Прятать возлюбленную в уборной было гораздо правдивее, чем упрятывать ее в стихи, а главное – гораздо безопаснее: если что, всегда можно отпереться – он не один там бывает. Да и представить невозможно, чтобы мама сама заговорила с ним о таком.
Кишение червей («опарышей») под полом ему не мешало – в ту пору Иридий Викторович, как никогда, был близок к открытию истины: неважно где – важно с кем, накал страсти способен пережечь погань в поэзию. И недозрелый мухомор-соперник ему не мешал.

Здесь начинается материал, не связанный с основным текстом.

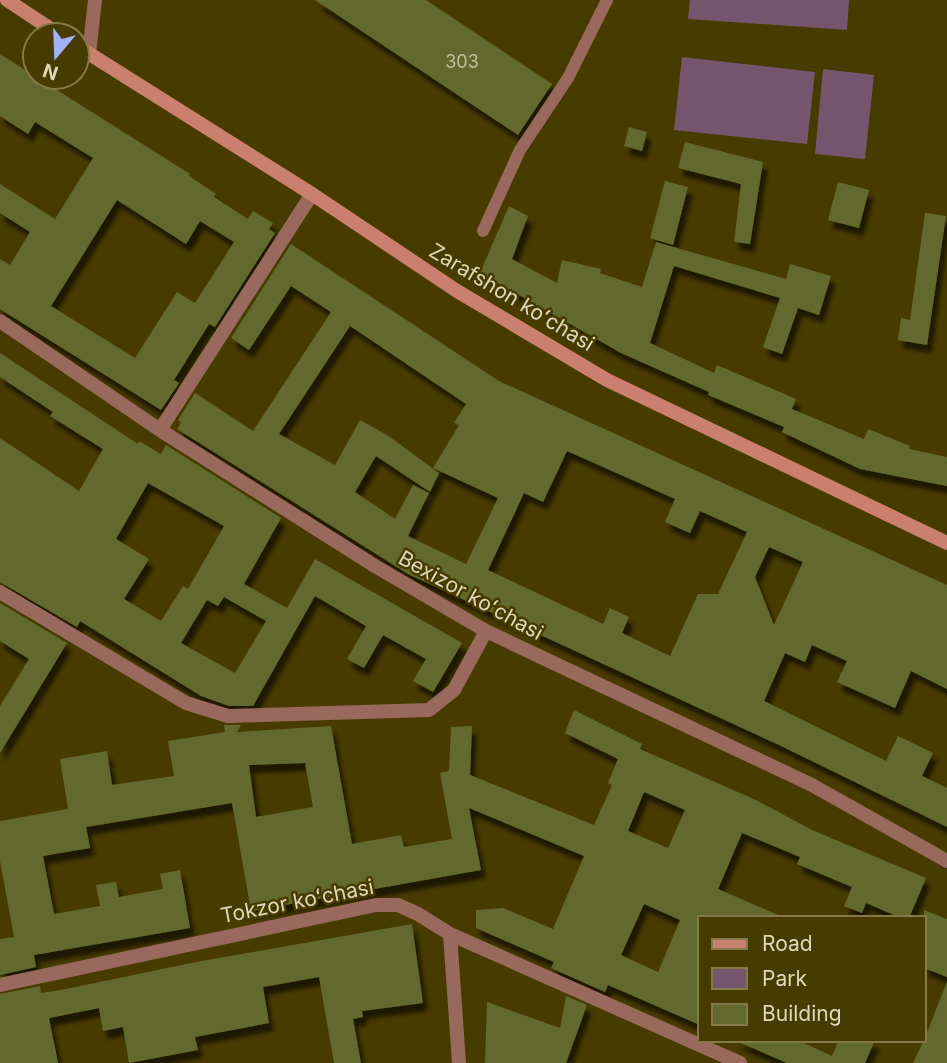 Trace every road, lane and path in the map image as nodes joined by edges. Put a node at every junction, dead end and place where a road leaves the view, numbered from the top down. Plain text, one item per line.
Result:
1 (7, 0) edge
2 (95, 0) edge
3 (607, 0) edge
4 (39, 21) edge
5 (90, 21) edge
6 (91, 55) edge
7 (312, 194) junction
8 (483, 231) dead end
9 (0, 321) edge
10 (160, 430) junction
11 (947, 543) edge
12 (0, 592) edge
13 (486, 631) junction
14 (947, 861) edge
15 (450, 934) junction
16 (0, 985) edge
17 (459, 1063) edge
18 (740, 1063) edge

1 - 4 main road
2 - 5 street
3 - 8 lane
6 - 7 main road, Zarafshon koʻchasi
7 - 10 street
7 - 11 main road, Zarafshon koʻchasi
9 - 10 street, Bexizor koʻchasi
10 - 13 street, Bexizor koʻchasi
12 - 13 street
13 - 14 street, Bexizor koʻchasi
15 - 16 street, Tokzor koʻchasi
15 - 17 street
15 - 18 street, Tokzor koʻchasi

Всадница без головы надолго вернула ему веру в полноту своих сил – он, случалось, прибегал к ней по нескольку раз в день, доходя до ломоты, и постепенно привык считать электрический шок наслаждением. По крайней мере, он бы уже не мог без него обходиться: это был не пряник, а кнут – не так хорошо с ним, как плохо без него. К концу лета ему иногда даже хотелось помериться с Окунем.

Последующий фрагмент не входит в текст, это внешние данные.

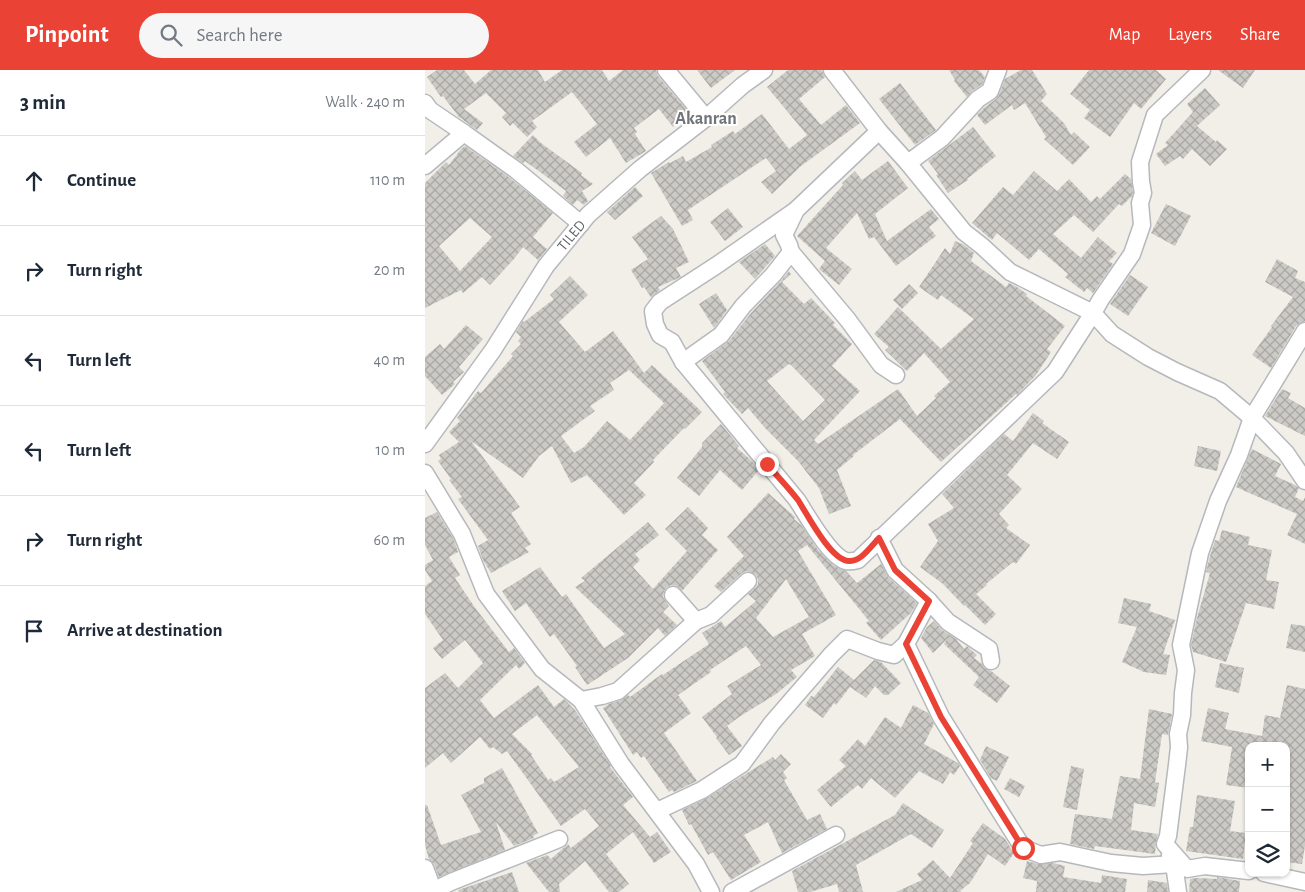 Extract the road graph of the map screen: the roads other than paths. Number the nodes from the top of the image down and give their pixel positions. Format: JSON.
{"nodes":[{"id":1,"x":665,"y":70,"type":"edge"},
{"id":2,"x":764,"y":70,"type":"edge"},
{"id":3,"x":832,"y":70,"type":"edge"},
{"id":4,"x":998,"y":70,"type":"edge"},
{"id":5,"x":1202,"y":70,"type":"edge"},
{"id":6,"x":425,"y":103,"type":"edge"},
{"id":7,"x":706,"y":118,"type":"junction"},
{"id":8,"x":879,"y":131,"type":"junction"},
{"id":9,"x":464,"y":133,"type":"junction"},
{"id":10,"x":908,"y":163,"type":"junction"},
{"id":11,"x":425,"y":166,"type":"edge"},
{"id":12,"x":796,"y":210,"type":"junction"},
{"id":13,"x":581,"y":224,"type":"junction"},
{"id":14,"x":791,"y":252,"type":"junction"},
{"id":15,"x":1093,"y":314,"type":"junction"},
{"id":16,"x":1305,"y":331,"type":"edge"},
{"id":17,"x":683,"y":362,"type":"junction"},
{"id":18,"x":896,"y":375,"type":"dead end"},
{"id":19,"x":1252,"y":418,"type":"junction"},
{"id":20,"x":425,"y":444,"type":"edge"},
{"id":21,"x":425,"y":473,"type":"edge"},
{"id":22,"x":1305,"y":481,"type":"edge"},
{"id":23,"x":879,"y":538,"type":"junction"},
{"id":24,"x":749,"y":581,"type":"dead end"},
{"id":25,"x":673,"y":594,"type":"dead end"},
{"id":26,"x":929,"y":601,"type":"junction"},
{"id":27,"x":696,"y":621,"type":"junction"},
{"id":28,"x":906,"y":644,"type":"junction"},
{"id":29,"x":991,"y":661,"type":"dead end"},
{"id":30,"x":581,"y":700,"type":"junction"},
{"id":31,"x":657,"y":811,"type":"junction"},
{"id":32,"x":836,"y":835,"type":"dead end"},
{"id":33,"x":559,"y":839,"type":"dead end"},
{"id":34,"x":1165,"y":844,"type":"junction"},
{"id":35,"x":1174,"y":864,"type":"junction"},
{"id":36,"x":1245,"y":871,"type":"edge"},
{"id":37,"x":426,"y":872,"type":"edge"},
{"id":38,"x":1282,"y":877,"type":"edge"},
{"id":39,"x":1305,"y":882,"type":"edge"},
{"id":40,"x":433,"y":892,"type":"edge"},
{"id":41,"x":711,"y":892,"type":"edge"},
{"id":42,"x":732,"y":892,"type":"edge"},
{"id":43,"x":1178,"y":892,"type":"edge"}],
"edges":[{"from":1,"to":7,"type":"street"},
{"from":2,"to":7,"type":"street","name":"TILED"},
{"from":3,"to":8,"type":"street"},
{"from":4,"to":10,"type":"street"},
{"from":5,"to":15,"type":"street"},
{"from":6,"to":9,"type":"street"},
{"from":7,"to":13,"type":"street","name":"TILED"},
{"from":8,"to":10,"type":"street"},
{"from":8,"to":12,"type":"street"},
{"from":9,"to":11,"type":"street"},
{"from":9,"to":13,"type":"street"},
{"from":10,"to":15,"type":"street"},
{"from":12,"to":14,"type":"street"},
{"from":12,"to":17,"type":"street"},
{"from":13,"to":20,"type":"street","name":"TILED"},
{"from":14,"to":17,"type":"street"},
{"from":14,"to":18,"type":"street"},
{"from":15,"to":19,"type":"street"},
{"from":15,"to":23,"type":"street"},
{"from":16,"to":19,"type":"street"},
{"from":17,"to":23,"type":"street"},
{"from":19,"to":22,"type":"street"},
{"from":19,"to":34,"type":"street"},
{"from":21,"to":30,"type":"street"},
{"from":23,"to":26,"type":"street"},
{"from":24,"to":27,"type":"street"},
{"from":25,"to":27,"type":"street"},
{"from":26,"to":28,"type":"street"},
{"from":26,"to":29,"type":"street"},
{"from":27,"to":30,"type":"street"},
{"from":28,"to":31,"type":"street"},
{"from":28,"to":35,"type":"street"},
{"from":30,"to":31,"type":"street"},
{"from":31,"to":41,"type":"street"},
{"from":32,"to":42,"type":"street"},
{"from":33,"to":40,"type":"street"},
{"from":34,"to":35,"type":"street"},
{"from":34,"to":36,"type":"street"},
{"from":35,"to":43,"type":"street"},
{"from":37,"to":40,"type":"street"},
{"from":38,"to":39,"type":"street"}]}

Дотянулись до Иридия Викторовича люди, а не смирные черви: он начал вздрагивать и втягивать голову, наткнувшись на слово «онанизм» – а при его круге чтения оно попадалось ему даже чаще, чем слово «партия». Иридий Викторович тоскливо блуждал среди якобы научных разглагольствований, считать ли онанизм извращением или просто неэстетичной слабостью: «Пусть вспомнят любители подобных «наслаждений», что в животном мире онанируют только обезьяны», – насколько же просторнее для души и человечнее было простое советское слово дрочат. Иридий Викторович снова почуял спасительную защитную силу поганого юморка, в отчаянности обнажающего то, чего все равно нельзя скрыть, распевающего во всю глотку: «Солнце, воздух, онанизм укрепляют организм».
*
Всадница понемногу истрепалась, растрескалась, но он продолжал любить ее и такой – счастье их было смыто лишь холодными осенними дождями. Сами по себе холода не сумели бы погасить пыл Иридия Викторовича, но однажды всадница всю ночь кисла в воде из-за какого-то особенно косого дождя и расползлась на неразборчивые части при попытке извлечь ее из убежища – пришлось и эти останки солнечного света отправить в сердечко к передохшим опарышам. Но Иридий Викторович продолжал жить с воспоминанием, во время свиданий отворачивая фотографию матери к стене, как некогда московские купцы в сходных ситуациях занавешивали иконы: Иридию Викторовичу пока что было больше незачем богохульствовать.
Все вышеизложенное, разумеется, не означает, что он вовсе не общался с живыми девочками, – нет, изредка общался на домашних вечерах и днях рождения с хорошими девочками из Управления. Он даже предпочитал их общество мальчишескому, пока не вспоминал, у кого что есть, а у кого нету, а особенно когда какая-то девочка не начинала выделять его из остальных. «Жених и невеста» – это стыдно: иначе бы так не дразнились.
Хотя для себя-то взрослые устраивали настоящие свадьбы, с настоящими женихом и невестой, даже и не думая таиться, – наоборот, разводили грохоту на все Октябрьское. Но у Иридия Викторовича никогда не хватало храбрости додумать до конца, что старшие (божества) просто-напросто предъявляют ему противоречивые, исключающие друг друга требования: одно и то же должно быть и мерзким, и поэтичным, и стыдным, и праздничным.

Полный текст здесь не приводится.